1.1. System, Surroundings, and State

Imagine you have a container that holds something you're interested in studying. This container keeps what you're studying separate from everything else around it. Let's say it's like a refrigerator keeping food separate from the rest of the house.

Now, think about what you want to focus on. That thing you're interested in studying is called the "system." Everything else around it is called the "surroundings." These definitions are important because they help us know what part of the universe we're looking at—the system. They also help us understand how the system interacts with what's around it.


Now, let's talk about the system itself. How do we describe it? Well, it depends on what the system is. For example, describing a glass of milk is different from describing the inside of a star. But let's keep it simple for now and talk about a system made of just one kind of gas.


So, what can we say about this gas system? We can describe it by looking at things like its volume (how much space it takes up), its pressure (how much force it's pushing out with), its temperature (how hot or cold it is), how much gas is there, and other things like how it reacts chemically. If we know all these things, we know everything we need to know about the system. We call this knowing the "state" of the system.


When the system's state doesn't seem to be changing, we say it's at "equilibrium" with the surroundings. This equilibrium idea is really important in thermodynamics, a branch of science dealing with energy and its transformations. Even though not all systems are at equilibrium, we often use it as a starting point to understand how systems work.

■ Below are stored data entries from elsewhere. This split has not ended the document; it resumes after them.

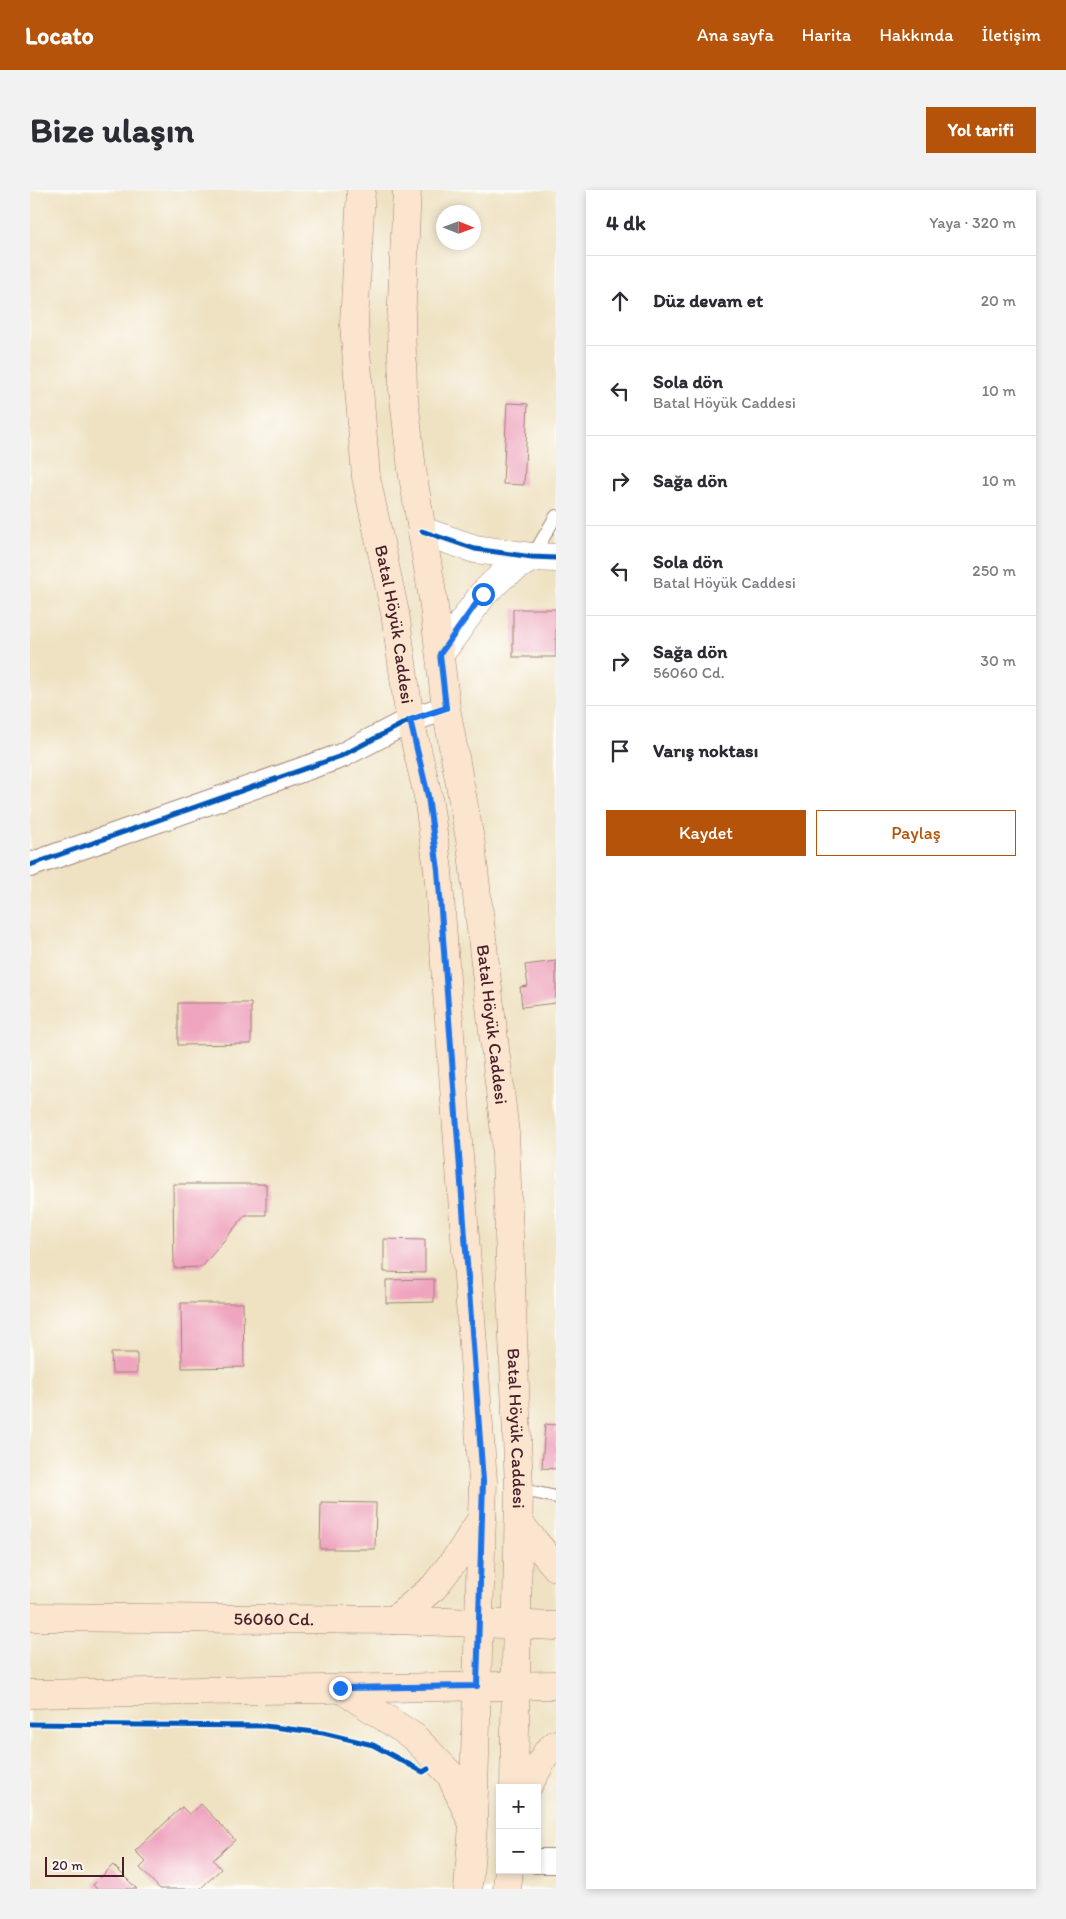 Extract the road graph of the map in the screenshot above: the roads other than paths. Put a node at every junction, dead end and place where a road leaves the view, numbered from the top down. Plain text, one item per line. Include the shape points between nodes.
1 (361, 190) edge
2 (408, 190) edge
3 (556, 516) edge
4 (422, 531) junction
5 (544, 557) edge
6 (440, 654) junction
7 (446, 708) junction
8 (410, 720) junction
9 (30, 865) edge
10 (519, 1489) junction
11 (556, 1497) edge
12 (482, 1517) junction
13 (519, 1523) junction
14 (556, 1567) edge
15 (30, 1617) edge
16 (394, 1620) junction
17 (479, 1624) junction
18 (517, 1626) junction
19 (556, 1626) edge
20 (516, 1685) junction
21 (556, 1685) edge
22 (477, 1686) junction
23 (340, 1688) junction
24 (30, 1694) edge
25 (556, 1744) edge
26 (514, 1784) edge
27 (529, 1784) edge
28 (474, 1825) junction
29 (541, 1861) edge
30 (556, 1862) edge
31 (509, 1874) edge
32 (468, 1889) edge
33 (507, 1889) edge

1 - 8 main road, Batal Höyük Caddesi via 354,324 366,477 395,613
2 - 4 main road, Batal Höyük Caddesi via 402,361 412,470
3 - 5 lane
4 - 5 street via 475,549
4 - 6 main road, Batal Höyük Caddesi
5 - 6 street via 502,576 483,594
6 - 7 main road, Batal Höyük Caddesi
7 - 8 street
7 - 10 main road, Batal Höyük Caddesi via 471,845 505,1133
8 - 9 street via 341,756
8 - 12 main road, Batal Höyük Caddesi via 428,796 438,870 483,1481
10 - 11 lane
10 - 13 main road, Batal Höyük Caddesi
12 - 16 main road via 434,1587
12 - 17 main road, Batal Höyük Caddesi
13 - 14 main road
13 - 18 main road, Batal Höyük Caddesi
15 - 16 main road, 56060 Cd.
16 - 17 main road, 56060 Cd.
17 - 18 main road, 56060 Cd.
17 - 22 main road, Batal Höyük Caddesi
18 - 19 main road, 56060 Cd.
18 - 20 main road, Batal Höyük Caddesi
20 - 21 main road
20 - 22 main road
20 - 26 main road, Batal Höyük Caddesi
22 - 23 main road
22 - 28 main road, Batal Höyük Caddesi
23 - 24 main road
23 - 28 main road via 414,1737 450,1774
25 - 27 main road via 547,1752
28 - 32 main road, Batal Höyük Caddesi
29 - 30 street
31 - 33 main road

Now, let's talk about energy. Energy is another important thing to know about a system. It's related to all the other stuff we can measure about the system, like its temperature and pressure. Understanding how energy relates to everything else is what thermodynamics is all about.

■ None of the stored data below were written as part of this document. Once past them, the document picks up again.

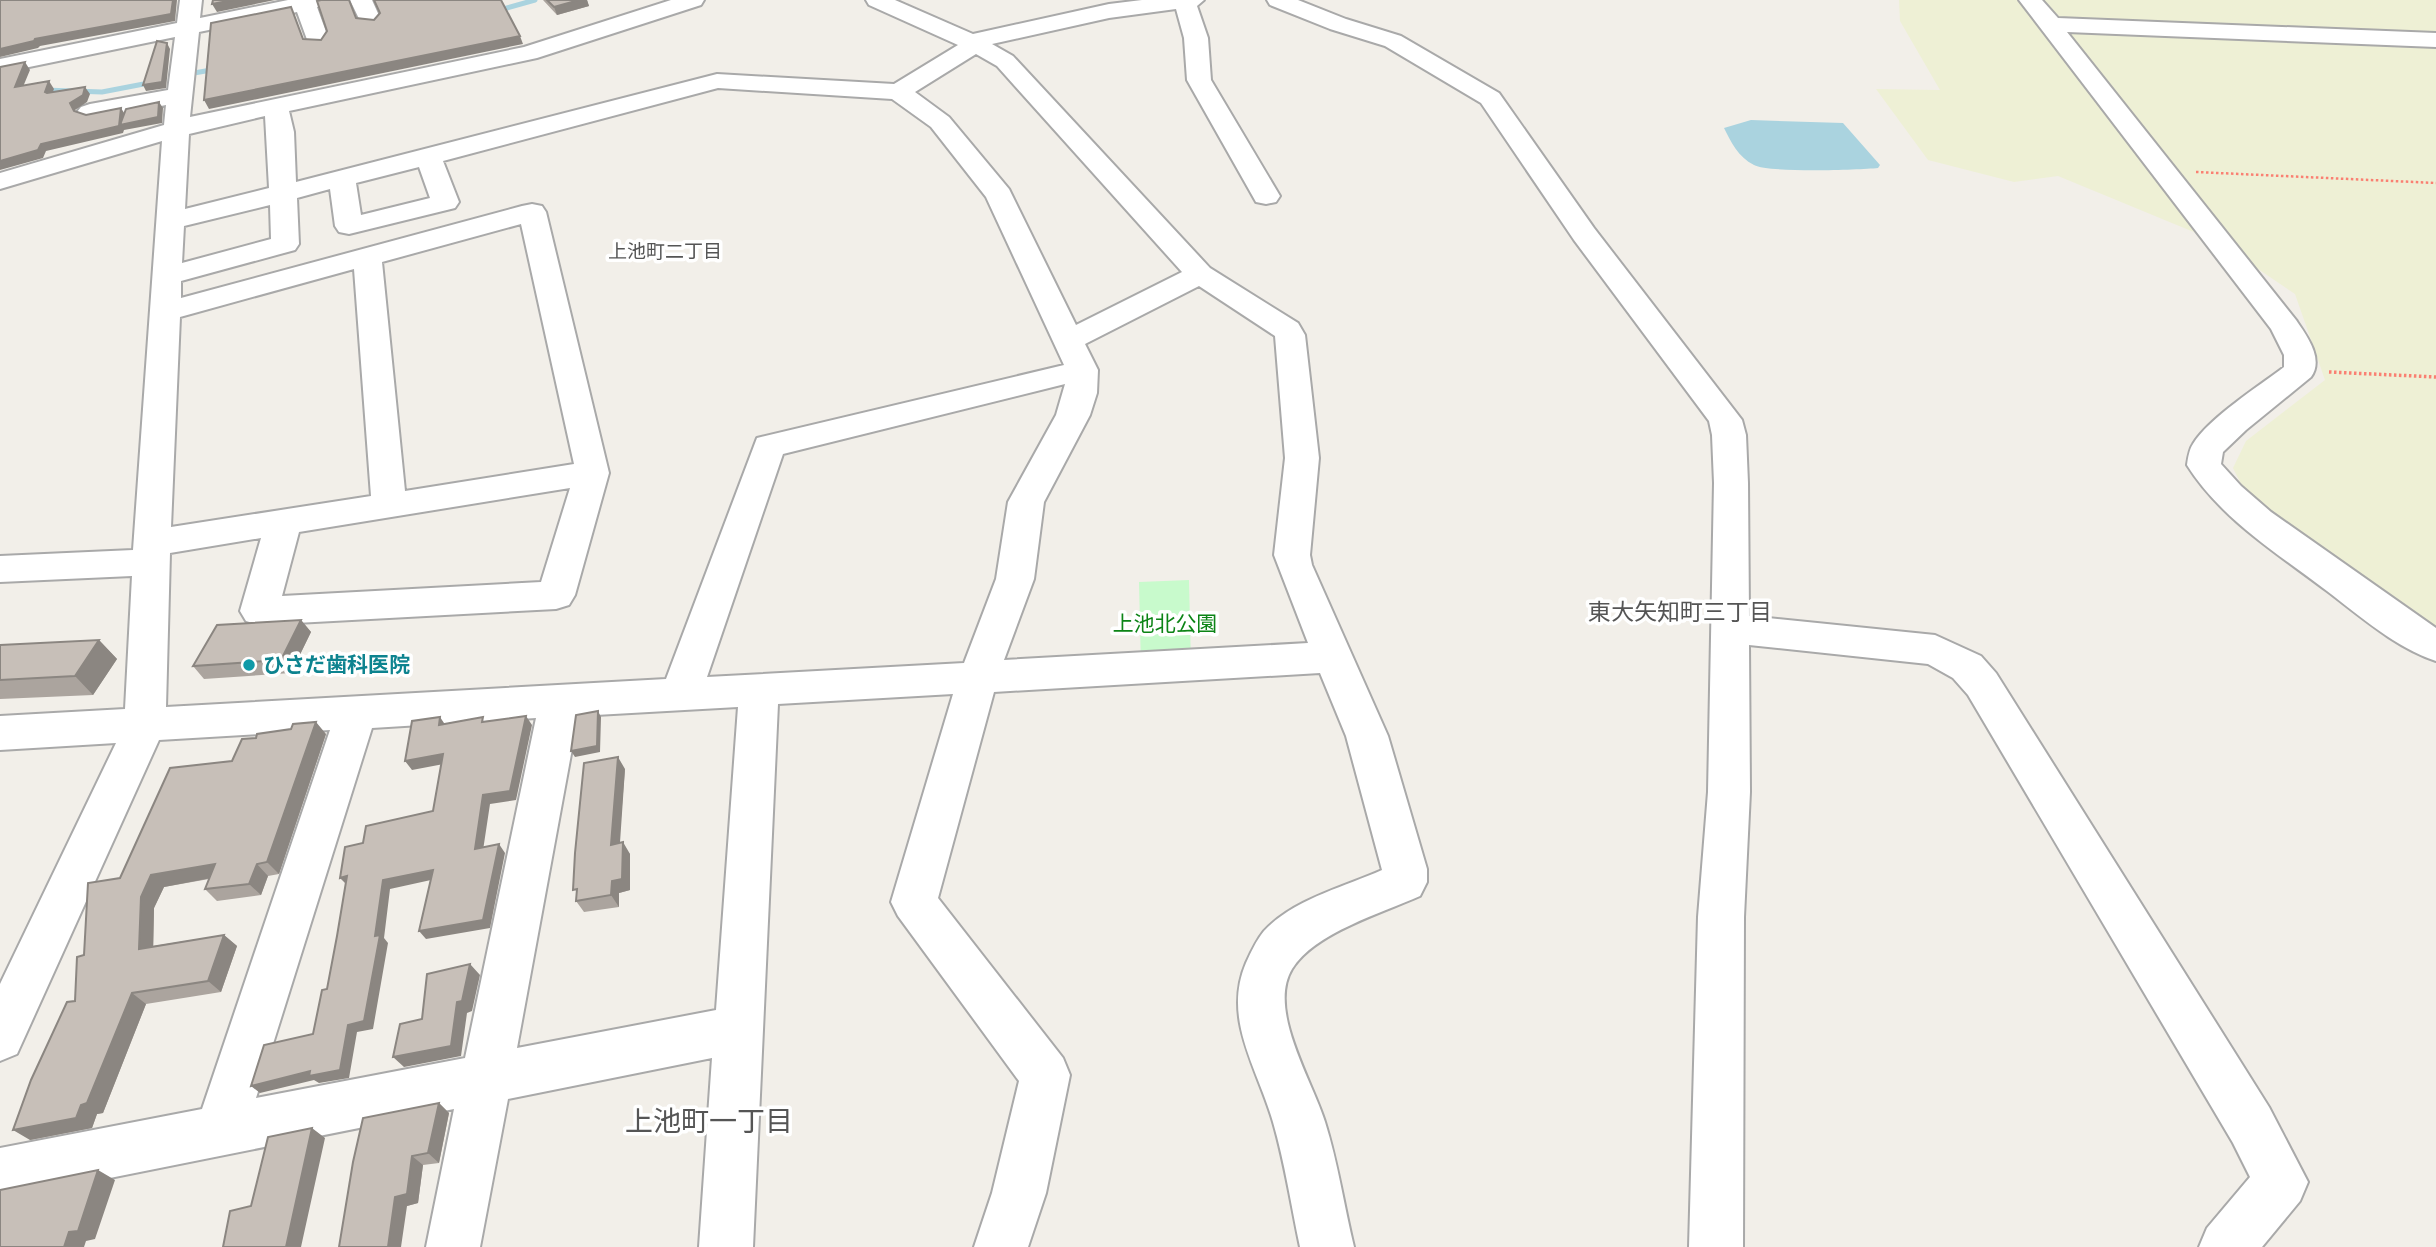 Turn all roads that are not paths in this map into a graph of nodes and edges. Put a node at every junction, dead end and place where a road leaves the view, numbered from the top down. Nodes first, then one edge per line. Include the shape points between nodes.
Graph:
1 (693, 0) edge
2 (877, 0) edge
3 (1278, 0) edge
4 (2030, 0) edge
5 (310, 1) edge
6 (1189, 1) edge
7 (190, 13) edge
8 (2048, 22) junction
9 (317, 40) edge
10 (2436, 40) edge
11 (975, 44) junction
12 (0, 66) edge
13 (898, 92) junction
14 (182, 95) junction
15 (276, 107) junction
16 (90, 112) edge
17 (176, 129) junction
18 (428, 157) junction
19 (342, 178) junction
20 (0, 181) edge
21 (283, 193) junction
22 (1266, 196) dead end
23 (171, 221) junction
24 (367, 256) junction
25 (1200, 274) junction
26 (167, 276) junction
27 (167, 310) junction
28 (1075, 355) junction
29 (592, 473) junction
30 (390, 505) junction
31 (283, 524) junction
32 (152, 552) junction
33 (0, 569) edge
34 (1730, 628) junction
35 (2436, 646) edge
36 (1332, 657) junction
37 (978, 678) junction
38 (759, 690) junction
39 (681, 694) junction
40 (560, 703) junction
41 (356, 714) junction
42 (145, 726) junction
43 (0, 733) edge
44 (739, 1030) junction
45 (0, 1037) edge
46 (488, 1078) junction
47 (220, 1131) junction
48 (0, 1174) edge
49 (453, 1247) edge
50 (726, 1247) edge
51 (1001, 1247) edge
52 (1327, 1247) edge
53 (1717, 1247) edge
54 (2226, 1247) edge

1 - 15 street via 529,53 338,84
2 - 11 street
3 - 34 street via 1393,41 1490,98 1584,234 1726,420 1731,483
4 - 8 street
5 - 7 street
5 - 9 street
6 - 11 street via 1109,11
6 - 22 street via 1199,80
7 - 12 street
7 - 14 street
8 - 10 street
8 - 35 street via 2285,327 2300,355 2300,370 2207,448 2204,465 2234,500 2272,531 2405,629
11 - 13 street
11 - 25 street via 1011,66
13 - 18 street via 717,82
13 - 28 street via 940,122 999,195
14 - 16 street
14 - 17 street
15 - 17 street
15 - 21 street
17 - 20 street
17 - 23 street
18 - 19 street
18 - 19 street via 445,202 349,226
19 - 21 street
21 - 23 street
21 - 26 street via 285,244
23 - 26 street
24 - 27 street
24 - 29 street via 532,212
24 - 30 street
25 - 28 street
25 - 36 street via 1290,335 1302,458 1292,555
26 - 27 street
27 - 32 street
28 - 37 street via 1080,393 1026,502 1015,579
28 - 39 street via 769,446
29 - 30 street
29 - 31 street via 556,595 259,611
30 - 31 street
31 - 32 street
32 - 33 street
32 - 42 street
34 - 53 street
34 - 54 street via 1935,650 1967,667 1982,684 2281,1182
36 - 37 street
36 - 52 street via 1367,736 1405,869 1404,881 1304,926 1272,957 1259,990 1278,1071 1298,1120
37 - 38 street
37 - 51 street via 914,902 1045,1075
38 - 39 street
38 - 44 street
39 - 40 street
40 - 41 street
40 - 46 street
41 - 42 street
41 - 47 street
42 - 43 street
42 - 45 street
44 - 46 street
44 - 50 street
46 - 47 street
46 - 49 street
47 - 48 street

So, how do we figure out the state of our system? We look at its physical properties, like pressure, temperature, volume, and how much stuff is there. These are easy to measure and have clear units (like liters for volume, atmospheres for pressure, and so on). Temperature wasn't always easy to measure, but now we have ways to do it accurately.


So, that's the basic idea: we focus on describing a system by looking at its physical properties, and we use those descriptions to understand how the system behaves and interacts with its surroundings.

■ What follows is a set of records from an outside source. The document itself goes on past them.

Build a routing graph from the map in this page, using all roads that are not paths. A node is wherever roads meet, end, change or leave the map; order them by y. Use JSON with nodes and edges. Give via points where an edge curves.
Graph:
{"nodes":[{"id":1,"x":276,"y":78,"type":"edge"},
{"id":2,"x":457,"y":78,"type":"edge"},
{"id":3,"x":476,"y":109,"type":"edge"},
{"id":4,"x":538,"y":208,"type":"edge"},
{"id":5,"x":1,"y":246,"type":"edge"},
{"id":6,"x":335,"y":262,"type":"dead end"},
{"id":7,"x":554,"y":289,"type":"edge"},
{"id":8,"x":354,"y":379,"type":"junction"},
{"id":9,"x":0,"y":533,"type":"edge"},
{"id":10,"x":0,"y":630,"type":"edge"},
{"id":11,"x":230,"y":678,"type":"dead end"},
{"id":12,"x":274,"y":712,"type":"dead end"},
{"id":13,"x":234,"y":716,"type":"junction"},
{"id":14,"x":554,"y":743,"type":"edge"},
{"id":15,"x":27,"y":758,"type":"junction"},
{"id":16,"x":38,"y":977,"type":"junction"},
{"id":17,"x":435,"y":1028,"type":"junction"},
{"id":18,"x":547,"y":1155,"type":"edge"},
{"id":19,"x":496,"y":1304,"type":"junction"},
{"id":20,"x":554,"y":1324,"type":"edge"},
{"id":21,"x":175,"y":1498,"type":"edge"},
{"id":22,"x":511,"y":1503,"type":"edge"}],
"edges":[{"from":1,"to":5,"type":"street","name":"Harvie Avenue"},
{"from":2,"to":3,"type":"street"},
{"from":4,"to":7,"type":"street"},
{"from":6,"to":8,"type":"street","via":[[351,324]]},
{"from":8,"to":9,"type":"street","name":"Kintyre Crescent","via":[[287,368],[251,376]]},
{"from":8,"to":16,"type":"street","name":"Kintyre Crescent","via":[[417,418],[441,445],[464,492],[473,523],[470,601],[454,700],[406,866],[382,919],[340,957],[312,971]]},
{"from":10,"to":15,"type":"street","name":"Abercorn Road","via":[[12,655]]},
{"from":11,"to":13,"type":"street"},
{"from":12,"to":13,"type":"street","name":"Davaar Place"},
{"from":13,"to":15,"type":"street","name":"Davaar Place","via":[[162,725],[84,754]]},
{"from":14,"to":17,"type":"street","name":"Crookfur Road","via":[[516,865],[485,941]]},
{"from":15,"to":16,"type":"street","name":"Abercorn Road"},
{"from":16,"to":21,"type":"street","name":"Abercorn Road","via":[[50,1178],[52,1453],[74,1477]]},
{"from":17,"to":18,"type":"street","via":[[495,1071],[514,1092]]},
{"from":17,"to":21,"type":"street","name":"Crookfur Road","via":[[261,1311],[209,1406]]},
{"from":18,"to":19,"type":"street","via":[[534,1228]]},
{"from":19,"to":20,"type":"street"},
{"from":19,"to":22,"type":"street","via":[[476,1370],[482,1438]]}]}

1.2. The Zeroth Law of Thermodynamics

The Zeroth Law of Thermodynamics is a basic principle that helps us understand how temperature works in different systems. It's called the Zeroth Law because it's so fundamental that it's considered even before the First Law of Thermodynamics.


So, what is temperature? It's a measure of how much energy the particles in a system have. The higher the temperature, the more energy the particles have. Temperature is really important because it's related to the energy of a system.


Now, imagine two closed systems, A and B, meaning no matter can go in or out, but energy can move between them. If we bring these systems together, something interesting happens. Energy starts moving from one system to the other until their temperatures become the same. When this happens, we say they're at "thermal equilibrium." Even if the systems are big or small, this rule still applies.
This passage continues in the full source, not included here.